高血糖与脑缺血的血管效应

Hyperglycemia and the vascular effects of cerebral ischemia.

作者信息

Kawai N, Keep R F, Betz A L

机构信息

Department of Surgery (Neurosurgery), University of Michigan, Ann Arbor 48109-0532, USA.

出版信息

Stroke. 1997 Jan;28(1):149-54. doi: 10.1161/01.str.28.1.149.

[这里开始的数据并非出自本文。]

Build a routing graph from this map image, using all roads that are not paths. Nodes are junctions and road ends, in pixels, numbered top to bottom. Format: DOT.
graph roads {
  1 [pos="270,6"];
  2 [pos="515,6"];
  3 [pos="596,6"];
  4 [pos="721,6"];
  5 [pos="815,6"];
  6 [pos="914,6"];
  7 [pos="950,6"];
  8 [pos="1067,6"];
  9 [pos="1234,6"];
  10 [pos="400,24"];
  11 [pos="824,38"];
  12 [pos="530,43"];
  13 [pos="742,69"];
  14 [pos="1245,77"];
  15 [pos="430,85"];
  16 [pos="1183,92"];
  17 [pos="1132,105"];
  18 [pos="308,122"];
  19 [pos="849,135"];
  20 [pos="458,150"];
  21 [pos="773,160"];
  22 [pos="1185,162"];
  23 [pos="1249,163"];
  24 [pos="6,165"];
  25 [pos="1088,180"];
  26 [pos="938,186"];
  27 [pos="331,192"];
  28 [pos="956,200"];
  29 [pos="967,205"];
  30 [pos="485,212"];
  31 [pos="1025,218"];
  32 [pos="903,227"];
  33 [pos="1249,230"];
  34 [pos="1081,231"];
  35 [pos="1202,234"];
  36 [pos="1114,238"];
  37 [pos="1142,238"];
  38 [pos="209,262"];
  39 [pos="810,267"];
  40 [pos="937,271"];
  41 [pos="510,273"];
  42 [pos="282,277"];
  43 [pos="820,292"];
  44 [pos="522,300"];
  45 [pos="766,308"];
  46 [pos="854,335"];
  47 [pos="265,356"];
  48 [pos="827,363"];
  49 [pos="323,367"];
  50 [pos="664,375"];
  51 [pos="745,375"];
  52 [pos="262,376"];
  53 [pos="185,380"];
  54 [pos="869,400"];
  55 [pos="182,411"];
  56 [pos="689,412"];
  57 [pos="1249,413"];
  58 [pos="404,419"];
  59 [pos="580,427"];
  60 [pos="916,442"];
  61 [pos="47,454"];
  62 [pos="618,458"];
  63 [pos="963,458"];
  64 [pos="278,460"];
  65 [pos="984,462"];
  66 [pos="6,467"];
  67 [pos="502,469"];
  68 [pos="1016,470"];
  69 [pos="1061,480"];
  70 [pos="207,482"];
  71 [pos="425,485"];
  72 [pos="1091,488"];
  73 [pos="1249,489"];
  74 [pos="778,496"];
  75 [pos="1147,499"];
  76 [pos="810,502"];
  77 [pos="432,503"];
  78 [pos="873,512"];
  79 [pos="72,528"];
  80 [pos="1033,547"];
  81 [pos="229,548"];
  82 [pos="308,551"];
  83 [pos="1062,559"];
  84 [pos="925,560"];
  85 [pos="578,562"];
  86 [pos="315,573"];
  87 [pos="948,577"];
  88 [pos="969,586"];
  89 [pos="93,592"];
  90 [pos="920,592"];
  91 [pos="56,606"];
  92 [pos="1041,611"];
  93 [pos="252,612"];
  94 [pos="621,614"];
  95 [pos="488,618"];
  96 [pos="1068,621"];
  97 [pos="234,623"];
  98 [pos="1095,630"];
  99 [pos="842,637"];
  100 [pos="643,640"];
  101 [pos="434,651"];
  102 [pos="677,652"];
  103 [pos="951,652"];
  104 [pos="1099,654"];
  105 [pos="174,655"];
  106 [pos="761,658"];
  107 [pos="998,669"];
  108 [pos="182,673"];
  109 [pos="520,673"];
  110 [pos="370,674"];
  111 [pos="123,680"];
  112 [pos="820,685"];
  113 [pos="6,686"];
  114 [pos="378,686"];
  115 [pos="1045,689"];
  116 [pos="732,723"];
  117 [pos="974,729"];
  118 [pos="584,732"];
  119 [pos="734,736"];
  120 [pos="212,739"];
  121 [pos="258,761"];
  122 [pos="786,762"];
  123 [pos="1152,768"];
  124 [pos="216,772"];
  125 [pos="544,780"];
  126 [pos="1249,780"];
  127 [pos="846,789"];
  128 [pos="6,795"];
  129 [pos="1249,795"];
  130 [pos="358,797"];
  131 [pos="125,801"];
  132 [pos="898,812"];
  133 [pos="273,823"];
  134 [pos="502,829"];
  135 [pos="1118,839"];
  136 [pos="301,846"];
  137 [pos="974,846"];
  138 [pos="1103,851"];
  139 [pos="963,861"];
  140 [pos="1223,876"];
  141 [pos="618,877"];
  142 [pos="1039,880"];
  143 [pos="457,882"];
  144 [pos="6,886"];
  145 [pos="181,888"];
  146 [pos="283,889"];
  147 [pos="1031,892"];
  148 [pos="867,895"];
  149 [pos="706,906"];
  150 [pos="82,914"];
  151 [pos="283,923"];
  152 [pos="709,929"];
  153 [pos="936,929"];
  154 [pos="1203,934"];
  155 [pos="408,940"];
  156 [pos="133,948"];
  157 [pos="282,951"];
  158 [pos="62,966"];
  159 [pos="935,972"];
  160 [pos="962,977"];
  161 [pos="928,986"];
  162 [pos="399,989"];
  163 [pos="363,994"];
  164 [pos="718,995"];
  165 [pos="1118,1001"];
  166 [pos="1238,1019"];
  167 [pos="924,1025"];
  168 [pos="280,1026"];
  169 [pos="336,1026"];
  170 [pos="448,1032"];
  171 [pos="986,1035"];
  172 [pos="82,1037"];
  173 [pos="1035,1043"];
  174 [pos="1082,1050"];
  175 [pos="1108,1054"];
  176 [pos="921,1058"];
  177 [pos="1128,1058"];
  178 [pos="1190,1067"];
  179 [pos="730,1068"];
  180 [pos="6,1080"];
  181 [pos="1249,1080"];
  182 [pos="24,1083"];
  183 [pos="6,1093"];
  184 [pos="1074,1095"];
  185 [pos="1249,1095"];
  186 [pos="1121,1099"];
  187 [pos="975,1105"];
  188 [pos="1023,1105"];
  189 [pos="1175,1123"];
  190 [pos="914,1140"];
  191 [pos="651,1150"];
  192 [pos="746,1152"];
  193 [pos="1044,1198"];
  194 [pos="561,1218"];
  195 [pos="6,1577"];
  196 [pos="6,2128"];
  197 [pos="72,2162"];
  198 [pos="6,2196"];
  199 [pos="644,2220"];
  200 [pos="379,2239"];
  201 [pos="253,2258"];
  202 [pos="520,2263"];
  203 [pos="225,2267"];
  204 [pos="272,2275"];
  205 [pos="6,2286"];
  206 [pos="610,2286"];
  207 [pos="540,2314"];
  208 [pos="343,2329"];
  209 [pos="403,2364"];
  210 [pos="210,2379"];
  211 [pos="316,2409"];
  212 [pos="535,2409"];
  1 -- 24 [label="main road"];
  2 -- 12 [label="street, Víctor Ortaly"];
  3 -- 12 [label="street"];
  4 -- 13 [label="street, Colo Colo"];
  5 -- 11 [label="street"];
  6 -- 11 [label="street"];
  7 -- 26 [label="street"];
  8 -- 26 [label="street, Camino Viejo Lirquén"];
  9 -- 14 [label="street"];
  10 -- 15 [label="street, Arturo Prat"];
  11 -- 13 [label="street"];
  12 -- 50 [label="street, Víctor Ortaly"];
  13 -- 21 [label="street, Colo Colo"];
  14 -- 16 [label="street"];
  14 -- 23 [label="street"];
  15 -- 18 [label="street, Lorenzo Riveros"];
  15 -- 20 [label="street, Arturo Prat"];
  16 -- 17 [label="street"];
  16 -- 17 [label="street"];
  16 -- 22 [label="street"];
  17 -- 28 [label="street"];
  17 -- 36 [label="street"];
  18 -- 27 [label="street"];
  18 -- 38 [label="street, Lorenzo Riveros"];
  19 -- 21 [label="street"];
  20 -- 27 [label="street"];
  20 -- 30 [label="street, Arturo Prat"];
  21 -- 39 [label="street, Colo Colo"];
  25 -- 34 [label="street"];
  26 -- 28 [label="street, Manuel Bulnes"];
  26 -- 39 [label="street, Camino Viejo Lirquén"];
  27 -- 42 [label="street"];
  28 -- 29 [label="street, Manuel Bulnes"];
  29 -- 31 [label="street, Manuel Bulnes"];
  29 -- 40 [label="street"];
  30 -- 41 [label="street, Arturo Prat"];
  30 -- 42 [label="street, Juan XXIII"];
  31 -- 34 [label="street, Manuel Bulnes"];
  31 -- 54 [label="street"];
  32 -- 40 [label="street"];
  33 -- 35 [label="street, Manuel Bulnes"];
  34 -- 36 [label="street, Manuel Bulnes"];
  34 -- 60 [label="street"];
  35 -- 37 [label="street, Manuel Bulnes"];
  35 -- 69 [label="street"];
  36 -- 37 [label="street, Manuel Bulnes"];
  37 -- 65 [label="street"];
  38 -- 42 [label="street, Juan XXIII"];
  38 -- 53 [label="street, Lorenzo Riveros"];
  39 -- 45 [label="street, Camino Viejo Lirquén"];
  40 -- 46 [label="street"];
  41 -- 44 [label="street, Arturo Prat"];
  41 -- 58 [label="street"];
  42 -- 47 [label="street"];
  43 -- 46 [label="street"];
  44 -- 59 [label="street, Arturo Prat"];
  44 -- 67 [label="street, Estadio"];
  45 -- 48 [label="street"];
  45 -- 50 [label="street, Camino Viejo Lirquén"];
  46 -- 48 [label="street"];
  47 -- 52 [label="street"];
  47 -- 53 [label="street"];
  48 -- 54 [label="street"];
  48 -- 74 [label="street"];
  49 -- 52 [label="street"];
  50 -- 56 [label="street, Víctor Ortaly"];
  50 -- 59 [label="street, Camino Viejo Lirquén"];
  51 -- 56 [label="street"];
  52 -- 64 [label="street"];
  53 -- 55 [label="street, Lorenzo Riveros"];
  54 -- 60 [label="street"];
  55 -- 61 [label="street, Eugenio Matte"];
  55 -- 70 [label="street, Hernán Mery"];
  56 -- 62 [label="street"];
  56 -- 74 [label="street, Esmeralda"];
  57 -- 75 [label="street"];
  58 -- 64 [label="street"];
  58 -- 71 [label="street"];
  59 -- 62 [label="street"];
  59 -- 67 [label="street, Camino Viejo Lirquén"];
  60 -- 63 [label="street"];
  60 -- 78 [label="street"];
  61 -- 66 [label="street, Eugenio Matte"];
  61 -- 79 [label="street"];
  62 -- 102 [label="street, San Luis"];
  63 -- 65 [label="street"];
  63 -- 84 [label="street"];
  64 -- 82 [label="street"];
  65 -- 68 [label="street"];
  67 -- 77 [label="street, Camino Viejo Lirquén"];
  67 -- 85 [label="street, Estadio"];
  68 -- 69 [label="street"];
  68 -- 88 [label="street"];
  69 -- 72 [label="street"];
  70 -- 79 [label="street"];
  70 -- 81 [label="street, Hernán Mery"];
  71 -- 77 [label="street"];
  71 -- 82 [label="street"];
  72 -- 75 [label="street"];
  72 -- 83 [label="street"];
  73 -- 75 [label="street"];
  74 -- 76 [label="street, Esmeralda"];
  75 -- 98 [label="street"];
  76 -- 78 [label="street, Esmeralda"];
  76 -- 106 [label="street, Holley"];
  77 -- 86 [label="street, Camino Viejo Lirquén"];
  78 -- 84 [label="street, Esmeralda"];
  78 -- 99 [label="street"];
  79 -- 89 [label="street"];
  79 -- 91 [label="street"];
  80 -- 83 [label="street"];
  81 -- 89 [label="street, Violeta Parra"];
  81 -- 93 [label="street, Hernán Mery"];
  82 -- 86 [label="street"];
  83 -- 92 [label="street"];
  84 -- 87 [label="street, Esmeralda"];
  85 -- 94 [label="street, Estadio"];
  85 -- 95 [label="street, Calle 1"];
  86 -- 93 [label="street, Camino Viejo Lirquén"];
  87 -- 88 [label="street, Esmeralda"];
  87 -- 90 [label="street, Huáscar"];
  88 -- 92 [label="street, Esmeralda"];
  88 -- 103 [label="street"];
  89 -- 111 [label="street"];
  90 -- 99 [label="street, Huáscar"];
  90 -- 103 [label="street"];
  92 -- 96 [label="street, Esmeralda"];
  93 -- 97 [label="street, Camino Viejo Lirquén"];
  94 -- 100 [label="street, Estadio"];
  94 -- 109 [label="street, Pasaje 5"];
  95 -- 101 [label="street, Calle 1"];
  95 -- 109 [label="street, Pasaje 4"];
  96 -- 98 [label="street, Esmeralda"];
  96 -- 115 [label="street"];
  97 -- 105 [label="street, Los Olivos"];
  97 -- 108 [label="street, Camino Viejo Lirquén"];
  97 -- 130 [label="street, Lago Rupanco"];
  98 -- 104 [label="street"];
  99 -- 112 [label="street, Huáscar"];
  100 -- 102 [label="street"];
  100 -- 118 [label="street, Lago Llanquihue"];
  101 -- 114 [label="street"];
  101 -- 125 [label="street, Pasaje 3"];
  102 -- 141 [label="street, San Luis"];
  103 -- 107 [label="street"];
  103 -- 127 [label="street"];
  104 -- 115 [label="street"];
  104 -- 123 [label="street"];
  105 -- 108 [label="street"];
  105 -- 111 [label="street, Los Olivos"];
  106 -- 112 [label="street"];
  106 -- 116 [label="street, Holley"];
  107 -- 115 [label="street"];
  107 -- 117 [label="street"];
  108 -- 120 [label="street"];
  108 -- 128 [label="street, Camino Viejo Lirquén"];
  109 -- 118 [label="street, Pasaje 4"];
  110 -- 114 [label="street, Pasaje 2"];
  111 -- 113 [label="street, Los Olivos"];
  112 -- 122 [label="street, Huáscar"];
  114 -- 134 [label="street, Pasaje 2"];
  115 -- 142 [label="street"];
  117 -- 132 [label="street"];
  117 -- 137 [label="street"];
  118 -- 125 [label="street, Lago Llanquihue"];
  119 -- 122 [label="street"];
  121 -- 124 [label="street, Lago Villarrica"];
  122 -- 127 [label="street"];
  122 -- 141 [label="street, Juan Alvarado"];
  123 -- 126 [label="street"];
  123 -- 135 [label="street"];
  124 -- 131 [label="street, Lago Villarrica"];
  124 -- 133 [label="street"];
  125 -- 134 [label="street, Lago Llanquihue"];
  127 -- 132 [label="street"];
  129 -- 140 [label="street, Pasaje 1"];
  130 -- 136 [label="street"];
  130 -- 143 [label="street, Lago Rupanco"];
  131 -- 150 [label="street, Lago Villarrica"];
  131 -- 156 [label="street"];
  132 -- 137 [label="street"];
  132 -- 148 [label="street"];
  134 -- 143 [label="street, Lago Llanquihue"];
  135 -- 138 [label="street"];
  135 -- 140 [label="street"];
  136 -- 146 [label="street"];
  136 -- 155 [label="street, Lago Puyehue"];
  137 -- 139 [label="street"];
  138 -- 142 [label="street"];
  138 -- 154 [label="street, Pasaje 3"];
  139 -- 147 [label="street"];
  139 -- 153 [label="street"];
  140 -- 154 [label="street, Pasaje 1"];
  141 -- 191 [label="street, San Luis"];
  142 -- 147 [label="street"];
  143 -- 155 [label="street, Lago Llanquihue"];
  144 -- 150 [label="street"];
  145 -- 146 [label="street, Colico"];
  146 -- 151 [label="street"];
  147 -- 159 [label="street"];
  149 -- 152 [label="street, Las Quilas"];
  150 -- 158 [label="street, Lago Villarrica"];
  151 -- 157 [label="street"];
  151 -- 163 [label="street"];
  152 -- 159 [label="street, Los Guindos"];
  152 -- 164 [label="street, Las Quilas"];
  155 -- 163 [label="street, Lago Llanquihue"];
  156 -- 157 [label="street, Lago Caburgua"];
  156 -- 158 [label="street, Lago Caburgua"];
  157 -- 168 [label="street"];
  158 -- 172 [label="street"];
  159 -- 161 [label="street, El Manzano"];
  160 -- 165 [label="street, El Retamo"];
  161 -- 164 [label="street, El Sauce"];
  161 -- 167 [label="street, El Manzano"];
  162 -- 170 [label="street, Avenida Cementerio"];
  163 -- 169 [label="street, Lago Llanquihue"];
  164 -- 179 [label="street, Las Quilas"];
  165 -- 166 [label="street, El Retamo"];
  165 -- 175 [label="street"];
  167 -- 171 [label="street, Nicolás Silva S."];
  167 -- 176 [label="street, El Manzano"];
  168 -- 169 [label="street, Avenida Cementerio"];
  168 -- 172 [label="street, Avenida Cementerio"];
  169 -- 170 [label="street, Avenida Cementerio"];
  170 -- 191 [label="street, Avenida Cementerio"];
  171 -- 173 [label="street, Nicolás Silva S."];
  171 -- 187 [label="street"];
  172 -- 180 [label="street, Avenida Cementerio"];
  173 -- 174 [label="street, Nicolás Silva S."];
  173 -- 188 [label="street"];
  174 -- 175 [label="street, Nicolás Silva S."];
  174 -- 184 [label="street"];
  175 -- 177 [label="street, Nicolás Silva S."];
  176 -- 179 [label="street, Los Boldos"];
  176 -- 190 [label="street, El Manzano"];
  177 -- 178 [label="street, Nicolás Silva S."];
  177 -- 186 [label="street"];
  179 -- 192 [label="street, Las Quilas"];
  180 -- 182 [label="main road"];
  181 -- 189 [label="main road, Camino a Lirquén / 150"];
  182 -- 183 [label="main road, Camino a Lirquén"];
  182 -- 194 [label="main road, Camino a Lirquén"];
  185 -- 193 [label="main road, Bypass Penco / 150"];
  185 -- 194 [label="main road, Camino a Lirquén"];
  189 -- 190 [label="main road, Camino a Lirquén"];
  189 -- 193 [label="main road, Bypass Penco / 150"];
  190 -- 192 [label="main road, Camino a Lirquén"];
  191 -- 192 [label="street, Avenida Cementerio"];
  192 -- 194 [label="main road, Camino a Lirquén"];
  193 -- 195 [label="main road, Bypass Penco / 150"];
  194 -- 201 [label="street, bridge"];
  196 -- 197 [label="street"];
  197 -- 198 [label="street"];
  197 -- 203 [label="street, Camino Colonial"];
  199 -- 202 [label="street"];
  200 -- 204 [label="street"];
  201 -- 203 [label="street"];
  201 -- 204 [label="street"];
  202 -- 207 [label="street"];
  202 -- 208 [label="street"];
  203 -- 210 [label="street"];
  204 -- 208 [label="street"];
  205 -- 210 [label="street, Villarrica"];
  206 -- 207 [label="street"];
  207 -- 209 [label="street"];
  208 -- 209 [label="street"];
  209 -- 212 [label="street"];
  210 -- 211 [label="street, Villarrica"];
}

DOI:10.1161/01.str.28.1.149

PMID:8996504

Abstract

BACKGROUND AND PURPOSE

A well-demarcated infarct was observed after 4 hours of rat middle cerebral artery (MCA) occlusion with xylazine/ketamine but not pentobarbital or isoflurane anesthesia. This study examined whether this reflected vascular changes and, because xylazine induces hyperglycemia, whether glucose could cause similar vascular effects in cerebral ischemia.

METHODS

To examine the effects of anesthetics, rats were anesthetized for thread occlusion of the MCA with either xylazine/ketamine, pentobarbital, or isoflurane. To evaluate the effects of glycemia, acute hyperglycemia was induced by glucose injection. In both experiments, cerebral plasma volume (CPV) was determined using 3H-inulin after 4 hours of permanent occlusion, and cerebral blood flow was measured using [14C]iodoantipyrine following 2 hours of reperfusion after 2 or 4 hours of occlusion. The presence of cerebral hemorrhage after reperfusion was checked macroscopically and infarct volume with 2,3,5-triphenyltetrazolium staining.

RESULTS

The ischemic CPV was about 50% of the contralateral values with xylazine/ketamine but not with the other anesthetics. On reperfusion, ischemic cerebral blood flow with xylazine/ketamine anesthesia was approximately half that with pentobarbital. Use of xylazine/ketamine also resulted in more frequent hemorrhagic infarcts and a larger infarct volume. Induced hyperglycemia resulted in a CPV decrease in the ischemic compared with nonischemic tissue (4.0 +/- 0.5 versus 7.4 +/- 0.2 microL/g; P < .001). Hyperglycemia also caused poor reperfusion and increased the occurrence of hemorrhagic infarction (hyperglycemia, 15 of 20; normoglycemia, 1 of 11; P < .01).

CONCLUSIONS

Hyperglycemia induces marked cerebrovascular changes, both during ischemia and during reperfusion, that may exacerbate tissue damage. Change in CPV during ischemia may be a useful clinical indicator in predicting poor hemodynamic recovery and occurrence of hemorrhagic infarction after reperfusion therapy.

摘要

背景与目的

用赛拉嗪/氯胺酮麻醉大鼠大脑中动脉（MCA）4小时后可观察到界限清晰的梗死灶，而戊巴比妥或异氟烷麻醉则未出现此现象。本研究旨在探讨这是否反映了血管变化，以及由于赛拉嗪可诱发高血糖，葡萄糖在脑缺血时是否会产生类似的血管效应。

方法

为研究麻醉剂的作用，用赛拉嗪/氯胺酮、戊巴比妥或异氟烷麻醉大鼠，然后用线栓法阻塞MCA。为评估血糖水平的影响，通过注射葡萄糖诱导急性高血糖。在这两个实验中，永久性阻塞4小时后用3H-菊粉测定脑血浆容量（CPV），阻塞2或4小时后再灌注2小时，用[14C]碘安替比林测量脑血流量。再灌注后肉眼检查脑出血情况，并用2,3,5-三苯基四氮唑染色法测量梗死体积。

结果

赛拉嗪/氯胺酮麻醉时，缺血侧CPV约为对侧值的50%，而其他麻醉剂则无此现象。再灌注时，赛拉嗪/氯胺酮麻醉下的缺血脑血流量约为戊巴比妥麻醉下的一半。使用赛拉嗪/氯胺酮还导致出血性梗死更频繁，梗死体积更大。与非缺血组织相比，诱导高血糖导致缺血组织CPV降低（4.0±0.5对7.4±0.2微升/克；P<.001）。高血糖还导致再灌注不佳，并增加出血性梗死的发生率（高血糖组，20例中有15例；正常血糖组，11例中有1例；P<.01）。